Extensions of Tika to parse files and return textual contents plus metadata.
Right now, the following XML files are supported:
- EAD
- EAG
- TEI
- OAI-PMH (with embedded dc, ead, mets/mods)
- MODS
- Europeana - EDM
- The European Library (TEL) - LOD daza
- Encyclopedia 1914-1918 data format
- NERD-Only (no special metadata extraction) **PDF (any format) **.DOC (any format) **JSON (any schema)

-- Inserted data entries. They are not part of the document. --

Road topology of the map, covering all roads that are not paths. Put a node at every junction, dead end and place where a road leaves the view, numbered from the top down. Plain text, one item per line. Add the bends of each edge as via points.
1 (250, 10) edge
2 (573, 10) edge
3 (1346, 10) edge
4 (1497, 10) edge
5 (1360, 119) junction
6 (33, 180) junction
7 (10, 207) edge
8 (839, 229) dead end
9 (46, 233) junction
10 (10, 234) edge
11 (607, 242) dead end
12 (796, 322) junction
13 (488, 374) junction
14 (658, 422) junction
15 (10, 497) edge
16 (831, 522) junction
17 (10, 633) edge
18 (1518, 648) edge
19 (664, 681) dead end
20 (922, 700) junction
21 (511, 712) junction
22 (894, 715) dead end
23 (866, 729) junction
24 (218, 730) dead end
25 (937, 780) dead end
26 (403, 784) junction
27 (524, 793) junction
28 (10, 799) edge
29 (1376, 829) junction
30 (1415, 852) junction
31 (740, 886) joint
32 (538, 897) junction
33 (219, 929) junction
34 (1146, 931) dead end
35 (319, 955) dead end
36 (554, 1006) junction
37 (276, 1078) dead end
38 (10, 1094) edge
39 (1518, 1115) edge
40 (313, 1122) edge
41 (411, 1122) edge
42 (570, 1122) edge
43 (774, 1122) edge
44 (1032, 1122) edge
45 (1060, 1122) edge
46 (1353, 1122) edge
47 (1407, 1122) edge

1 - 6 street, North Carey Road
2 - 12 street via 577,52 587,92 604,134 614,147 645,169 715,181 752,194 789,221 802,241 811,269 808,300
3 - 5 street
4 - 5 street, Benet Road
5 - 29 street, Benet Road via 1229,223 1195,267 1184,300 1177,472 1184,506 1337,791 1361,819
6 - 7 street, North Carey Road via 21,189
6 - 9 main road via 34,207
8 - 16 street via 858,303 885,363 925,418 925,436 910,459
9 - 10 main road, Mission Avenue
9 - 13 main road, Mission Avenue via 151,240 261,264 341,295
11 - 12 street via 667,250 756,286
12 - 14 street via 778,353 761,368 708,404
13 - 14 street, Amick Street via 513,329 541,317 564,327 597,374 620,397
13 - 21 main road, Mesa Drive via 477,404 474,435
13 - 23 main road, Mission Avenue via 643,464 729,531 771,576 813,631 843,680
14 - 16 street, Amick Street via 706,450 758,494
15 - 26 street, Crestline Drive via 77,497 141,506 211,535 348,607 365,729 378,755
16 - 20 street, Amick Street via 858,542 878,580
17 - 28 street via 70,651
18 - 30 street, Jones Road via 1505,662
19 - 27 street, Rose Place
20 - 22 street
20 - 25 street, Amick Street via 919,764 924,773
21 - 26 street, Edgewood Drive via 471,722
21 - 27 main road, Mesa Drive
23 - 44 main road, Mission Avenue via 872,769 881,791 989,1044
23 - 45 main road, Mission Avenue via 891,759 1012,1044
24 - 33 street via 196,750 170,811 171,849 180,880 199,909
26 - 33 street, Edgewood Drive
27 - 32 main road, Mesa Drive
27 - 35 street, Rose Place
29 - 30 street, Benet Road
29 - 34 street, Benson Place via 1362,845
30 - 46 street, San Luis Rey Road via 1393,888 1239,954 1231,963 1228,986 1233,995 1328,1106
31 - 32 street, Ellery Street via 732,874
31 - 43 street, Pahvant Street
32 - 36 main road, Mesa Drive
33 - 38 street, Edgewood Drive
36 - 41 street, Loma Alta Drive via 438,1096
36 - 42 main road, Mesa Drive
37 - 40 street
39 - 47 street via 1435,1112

To create a specific parser for a new XML schema, do the following steps:
- Create a Parser class, just like
eu.cendari.dip.tikaextensions.tika.xml.EADParser.java - Declare (add) the new class name in the file
src/main/resources/org/apache/tika/META-INF/services/org.apache.tika.parser.Parser - Optionally add an XSLT transform in
src/main/resources/eu/cendari/dip/tikaextensions/tika/xml/to cleanup the XML file. SeeTEIParser.xslfor an example (andeu.cendari.dip.tikaextensions.tika.xml.TEIParser.java) - Add a test case in
src/test/java/eu/cendari/dip/tikaextensions/TestTika.java
Note: Not all tests in TestTika are for general testing, take a look and add your own for specific testing purpose. Annotate the test with @Ignore if you do not want to run it.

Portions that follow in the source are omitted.